This body is undeniably growing older, gradually disintegrating, moving toward its eventual disappearance, like a wave merging back into the ocean, which it never actually left. This growing up and growing old—like the ocean rising, cresting, and falling—is a movement in time, and time turns out to be a kind of imagination, a way of conceptualizing or thinking about what is happening. The only actual reality is the eternity of Here-Now, this one bottomless moment, from which we never depart, except in imagination, and that imagining only happens now…
As the body ages, I become in some ways more limited. I know, for example, that it’s too late to go to medical school, and I know that there are many people and places dear to my heart that I will never see again. That vast realm of future possibility is closing down and shrinking. And as I wrote about in my last book, Death: The End of Self-Improvement, that limitation is actually a blessing. It forces us to find freedom and fulfillment right here in this very moment.

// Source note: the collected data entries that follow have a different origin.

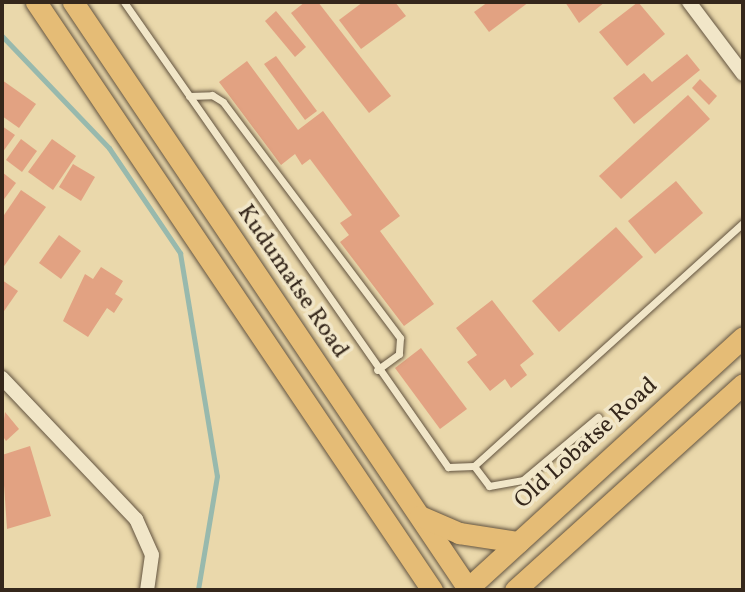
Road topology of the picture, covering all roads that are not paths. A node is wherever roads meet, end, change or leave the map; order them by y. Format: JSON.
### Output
{"nodes":[{"id":1,"x":36,"y":2,"type":"edge"},
{"id":2,"x":73,"y":2,"type":"edge"},
{"id":3,"x":124,"y":2,"type":"edge"},
{"id":4,"x":689,"y":2,"type":"edge"},
{"id":5,"x":743,"y":74,"type":"edge"},
{"id":6,"x":189,"y":96,"type":"junction"},
{"id":7,"x":743,"y":223,"type":"edge"},
{"id":8,"x":743,"y":337,"type":"edge"},
{"id":9,"x":377,"y":370,"type":"junction"},
{"id":10,"x":2,"y":378,"type":"edge"},
{"id":11,"x":743,"y":384,"type":"edge"},
{"id":12,"x":598,"y":417,"type":"dead end"},
{"id":13,"x":474,"y":466,"type":"junction"},
{"id":14,"x":418,"y":515,"type":"junction"},
{"id":15,"x":518,"y":542,"type":"junction"},
{"id":16,"x":414,"y":568,"type":"junction"},
{"id":17,"x":147,"y":590,"type":"edge"},
{"id":18,"x":408,"y":590,"type":"edge"},
{"id":19,"x":432,"y":590,"type":"edge"},
{"id":20,"x":468,"y":590,"type":"edge"},
{"id":21,"x":515,"y":590,"type":"edge"}],
"edges":[{"from":1,"to":16,"type":"main road"},
{"from":2,"to":14,"type":"main road","name":"Kudumatse Road"},
{"from":3,"to":6,"type":"lane"},
{"from":4,"to":5,"type":"street"},
{"from":6,"to":9,"type":"lane"},
{"from":6,"to":9,"type":"lane"},
{"from":7,"to":13,"type":"lane"},
{"from":8,"to":15,"type":"main road","name":"Old Lobatse Road"},
{"from":9,"to":13,"type":"lane"},
{"from":10,"to":17,"type":"street"},
{"from":11,"to":21,"type":"main road"},
{"from":12,"to":13,"type":"lane"},
{"from":14,"to":15,"type":"main road"},
{"from":14,"to":20,"type":"main road","name":"Kudumatse Road"},
{"from":15,"to":20,"type":"main road","name":"Old Lobatse Road"},
{"from":16,"to":18,"type":"main road"},
{"from":16,"to":19,"type":"main road"}]}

And indeed, I feel increasingly unlimited in a deeper sense. I’ve been freed from the seductive allure of future possibilities. I’ve been brought home. I find myself ever more deeply appreciating the simple moments of love and joy in everyday life—a few words exchanged with someone I pass on my morning walk… the gorgeous song of a bird and my own heart leaping with joy on hearing it and another bird responding, the three of us somehow dancing together in a field of love… sitting later in my armchair, seeing the shadows of a flock of birds passing quickly again and again over the walls of the buildings across the way, shadows flashing out of emptiness and vanishing, and each time, the heart again leaping with joy, while the green leaves on the red bud tree outside my window shimmer in the light and the breeze. How simple it all is.
Increasingly I feel that Tollifson is right, here. Growing old, I have been brought home in some strange way. Without entirely withdrawing, in the eremitic sense, from life and community, I seem to have found a peace in the midst of things that I had not expected to find.
How much of this rest and quietness of heart is down to aging, or to good company; how much is due to practice, and how much to sheer grace I have no idea. I don’t really know if those distinctions make any sense, even in their own context. I do know that I would not exchange these days for any, or all, of the days of my youth.
The last light of evening between the trees is a soft lilac grey, a colour beyond imagining, that will last only minutes now. The fringe of ragged cloud above is darkening moment by moment, and the birds have gone quiet, even our neighbours the seagulls who breed and roost on the buildings across the road. After what seems like weeks, the air is cool and damp. There is more rain on the way.